### WORK REQUEST:
Reproduce the entries exactly.

### RECORDS FOR THE EXERCISE:
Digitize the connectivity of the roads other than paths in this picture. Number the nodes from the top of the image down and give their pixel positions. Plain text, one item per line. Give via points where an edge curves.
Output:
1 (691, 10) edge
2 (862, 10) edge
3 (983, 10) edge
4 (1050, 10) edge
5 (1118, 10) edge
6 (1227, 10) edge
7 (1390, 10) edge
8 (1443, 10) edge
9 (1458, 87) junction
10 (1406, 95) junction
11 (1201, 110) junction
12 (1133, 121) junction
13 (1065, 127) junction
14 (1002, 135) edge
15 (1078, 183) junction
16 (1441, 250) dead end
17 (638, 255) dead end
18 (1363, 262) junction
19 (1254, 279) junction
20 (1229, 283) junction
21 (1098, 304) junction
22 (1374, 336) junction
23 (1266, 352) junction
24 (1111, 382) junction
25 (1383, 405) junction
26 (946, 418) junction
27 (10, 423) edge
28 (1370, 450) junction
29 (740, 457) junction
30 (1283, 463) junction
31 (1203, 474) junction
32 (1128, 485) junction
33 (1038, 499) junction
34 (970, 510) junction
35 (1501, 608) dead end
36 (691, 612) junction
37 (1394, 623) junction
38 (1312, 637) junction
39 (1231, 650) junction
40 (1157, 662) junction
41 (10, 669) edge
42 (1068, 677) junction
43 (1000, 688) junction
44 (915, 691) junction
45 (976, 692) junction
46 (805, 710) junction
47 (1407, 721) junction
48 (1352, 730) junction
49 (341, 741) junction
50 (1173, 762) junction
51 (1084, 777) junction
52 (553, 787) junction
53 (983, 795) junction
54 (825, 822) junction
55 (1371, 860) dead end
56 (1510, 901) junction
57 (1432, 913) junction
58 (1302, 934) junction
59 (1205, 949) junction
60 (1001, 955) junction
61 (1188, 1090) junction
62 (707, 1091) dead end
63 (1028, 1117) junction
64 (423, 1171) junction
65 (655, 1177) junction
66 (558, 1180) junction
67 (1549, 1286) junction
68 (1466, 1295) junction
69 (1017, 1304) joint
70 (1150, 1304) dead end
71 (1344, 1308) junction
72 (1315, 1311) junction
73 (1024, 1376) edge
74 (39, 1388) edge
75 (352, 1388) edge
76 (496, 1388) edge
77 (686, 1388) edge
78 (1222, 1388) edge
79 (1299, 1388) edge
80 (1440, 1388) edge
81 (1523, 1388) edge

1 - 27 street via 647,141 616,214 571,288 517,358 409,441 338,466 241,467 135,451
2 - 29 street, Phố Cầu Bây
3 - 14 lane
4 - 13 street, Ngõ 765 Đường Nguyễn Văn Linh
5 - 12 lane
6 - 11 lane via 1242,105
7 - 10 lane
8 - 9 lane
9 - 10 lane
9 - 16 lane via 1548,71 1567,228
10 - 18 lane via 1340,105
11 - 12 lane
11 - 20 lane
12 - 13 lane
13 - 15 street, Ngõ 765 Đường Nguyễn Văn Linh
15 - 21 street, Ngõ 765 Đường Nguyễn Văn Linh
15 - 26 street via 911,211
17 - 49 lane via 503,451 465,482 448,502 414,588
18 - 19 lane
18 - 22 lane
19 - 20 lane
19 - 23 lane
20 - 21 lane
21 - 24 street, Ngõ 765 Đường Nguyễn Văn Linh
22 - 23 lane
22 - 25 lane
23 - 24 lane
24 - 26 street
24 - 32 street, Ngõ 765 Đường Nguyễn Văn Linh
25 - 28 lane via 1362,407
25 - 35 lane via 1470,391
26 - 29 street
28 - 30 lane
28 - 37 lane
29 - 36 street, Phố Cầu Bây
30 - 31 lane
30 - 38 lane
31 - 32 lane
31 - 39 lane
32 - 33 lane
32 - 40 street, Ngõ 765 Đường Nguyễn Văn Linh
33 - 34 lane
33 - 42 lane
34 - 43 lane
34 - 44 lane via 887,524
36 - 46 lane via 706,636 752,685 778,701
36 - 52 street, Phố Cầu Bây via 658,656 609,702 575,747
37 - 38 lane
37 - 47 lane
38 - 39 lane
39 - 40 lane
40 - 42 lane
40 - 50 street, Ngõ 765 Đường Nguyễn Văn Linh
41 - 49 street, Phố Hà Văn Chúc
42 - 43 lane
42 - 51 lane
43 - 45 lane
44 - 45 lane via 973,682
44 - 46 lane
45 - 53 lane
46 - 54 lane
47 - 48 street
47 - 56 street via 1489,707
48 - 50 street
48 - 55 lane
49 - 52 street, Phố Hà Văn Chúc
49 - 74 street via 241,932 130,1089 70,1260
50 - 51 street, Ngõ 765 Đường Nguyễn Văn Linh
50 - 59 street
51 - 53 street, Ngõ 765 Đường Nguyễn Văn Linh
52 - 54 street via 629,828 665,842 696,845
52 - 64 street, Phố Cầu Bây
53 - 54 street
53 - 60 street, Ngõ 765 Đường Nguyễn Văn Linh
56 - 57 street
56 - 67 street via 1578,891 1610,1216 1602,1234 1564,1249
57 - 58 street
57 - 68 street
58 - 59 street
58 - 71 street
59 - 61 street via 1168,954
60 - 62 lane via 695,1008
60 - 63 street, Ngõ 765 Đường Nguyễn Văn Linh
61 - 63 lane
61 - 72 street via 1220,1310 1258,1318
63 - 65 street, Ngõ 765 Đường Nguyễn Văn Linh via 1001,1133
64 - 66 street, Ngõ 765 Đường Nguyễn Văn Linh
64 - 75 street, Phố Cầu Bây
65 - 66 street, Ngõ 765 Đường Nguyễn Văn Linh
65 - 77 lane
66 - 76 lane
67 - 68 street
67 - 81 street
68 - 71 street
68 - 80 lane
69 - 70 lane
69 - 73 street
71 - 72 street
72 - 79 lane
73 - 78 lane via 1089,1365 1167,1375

### EXERCISE RESULT:
Digitize the connectivity of the roads other than paths in this picture. Number the nodes from the top of the image down and give their pixel positions. Plain text, one item per line. Give via points where an edge curves.
Output:
1 (691, 10) edge
2 (862, 10) edge
3 (983, 10) edge
4 (1050, 10) edge
5 (1118, 10) edge
6 (1227, 10) edge
7 (1390, 10) edge
8 (1443, 10) edge
9 (1458, 87) junction
10 (1406, 95) junction
11 (1201, 110) junction
12 (1133, 121) junction
13 (1065, 127) junction
14 (1002, 135) edge
15 (1078, 183) junction
16 (1441, 250) dead end
17 (638, 255) dead end
18 (1363, 262) junction
19 (1254, 279) junction
20 (1229, 283) junction
21 (1098, 304) junction
22 (1374, 336) junction
23 (1266, 352) junction
24 (1111, 382) junction
25 (1383, 405) junction
26 (946, 418) junction
27 (10, 423) edge
28 (1370, 450) junction
29 (740, 457) junction
30 (1283, 463) junction
31 (1203, 474) junction
32 (1128, 485) junction
33 (1038, 499) junction
34 (970, 510) junction
35 (1501, 608) dead end
36 (691, 612) junction
37 (1394, 623) junction
38 (1312, 637) junction
39 (1231, 650) junction
40 (1157, 662) junction
41 (10, 669) edge
42 (1068, 677) junction
43 (1000, 688) junction
44 (915, 691) junction
45 (976, 692) junction
46 (805, 710) junction
47 (1407, 721) junction
48 (1352, 730) junction
49 (341, 741) junction
50 (1173, 762) junction
51 (1084, 777) junction
52 (553, 787) junction
53 (983, 795) junction
54 (825, 822) junction
55 (1371, 860) dead end
56 (1510, 901) junction
57 (1432, 913) junction
58 (1302, 934) junction
59 (1205, 949) junction
60 (1001, 955) junction
61 (1188, 1090) junction
62 (707, 1091) dead end
63 (1028, 1117) junction
64 (423, 1171) junction
65 (655, 1177) junction
66 (558, 1180) junction
67 (1549, 1286) junction
68 (1466, 1295) junction
69 (1017, 1304) joint
70 (1150, 1304) dead end
71 (1344, 1308) junction
72 (1315, 1311) junction
73 (1024, 1376) edge
74 (39, 1388) edge
75 (352, 1388) edge
76 (496, 1388) edge
77 (686, 1388) edge
78 (1222, 1388) edge
79 (1299, 1388) edge
80 (1440, 1388) edge
81 (1523, 1388) edge

1 - 27 street via 647,141 616,214 571,288 517,358 409,441 338,466 241,467 135,451
2 - 29 street, Phố Cầu Bây
3 - 14 lane
4 - 13 street, Ngõ 765 Đường Nguyễn Văn Linh
5 - 12 lane
6 - 11 lane via 1242,105
7 - 10 lane
8 - 9 lane
9 - 10 lane
9 - 16 lane via 1548,71 1567,228
10 - 18 lane via 1340,105
11 - 12 lane
11 - 20 lane
12 - 13 lane
13 - 15 street, Ngõ 765 Đường Nguyễn Văn Linh
15 - 21 street, Ngõ 765 Đường Nguyễn Văn Linh
15 - 26 street via 911,211
17 - 49 lane via 503,451 465,482 448,502 414,588
18 - 19 lane
18 - 22 lane
19 - 20 lane
19 - 23 lane
20 - 21 lane
21 - 24 street, Ngõ 765 Đường Nguyễn Văn Linh
22 - 23 lane
22 - 25 lane
23 - 24 lane
24 - 26 street
24 - 32 street, Ngõ 765 Đường Nguyễn Văn Linh
25 - 28 lane via 1362,407
25 - 35 lane via 1470,391
26 - 29 street
28 - 30 lane
28 - 37 lane
29 - 36 street, Phố Cầu Bây
30 - 31 lane
30 - 38 lane
31 - 32 lane
31 - 39 lane
32 - 33 lane
32 - 40 street, Ngõ 765 Đường Nguyễn Văn Linh
33 - 34 lane
33 - 42 lane
34 - 43 lane
34 - 44 lane via 887,524
36 - 46 lane via 706,636 752,685 778,701
36 - 52 street, Phố Cầu Bây via 658,656 609,702 575,747
37 - 38 lane
37 - 47 lane
38 - 39 lane
39 - 40 lane
40 - 42 lane
40 - 50 street, Ngõ 765 Đường Nguyễn Văn Linh
41 - 49 street, Phố Hà Văn Chúc
42 - 43 lane
42 - 51 lane
43 - 45 lane
44 - 45 lane via 973,682
44 - 46 lane
45 - 53 lane
46 - 54 lane
47 - 48 street
47 - 56 street via 1489,707
48 - 50 street
48 - 55 lane
49 - 52 street, Phố Hà Văn Chúc
49 - 74 street via 241,932 130,1089 70,1260
50 - 51 street, Ngõ 765 Đường Nguyễn Văn Linh
50 - 59 street
51 - 53 street, Ngõ 765 Đường Nguyễn Văn Linh
52 - 54 street via 629,828 665,842 696,845
52 - 64 street, Phố Cầu Bây
53 - 54 street
53 - 60 street, Ngõ 765 Đường Nguyễn Văn Linh
56 - 57 street
56 - 67 street via 1578,891 1610,1216 1602,1234 1564,1249
57 - 58 street
57 - 68 street
58 - 59 street
58 - 71 street
59 - 61 street via 1168,954
60 - 62 lane via 695,1008
60 - 63 street, Ngõ 765 Đường Nguyễn Văn Linh
61 - 63 lane
61 - 72 street via 1220,1310 1258,1318
63 - 65 street, Ngõ 765 Đường Nguyễn Văn Linh via 1001,1133
64 - 66 street, Ngõ 765 Đường Nguyễn Văn Linh
64 - 75 street, Phố Cầu Bây
65 - 66 street, Ngõ 765 Đường Nguyễn Văn Linh
65 - 77 lane
66 - 76 lane
67 - 68 street
67 - 81 street
68 - 71 street
68 - 80 lane
69 - 70 lane
69 - 73 street
71 - 72 street
72 - 79 lane
73 - 78 lane via 1089,1365 1167,1375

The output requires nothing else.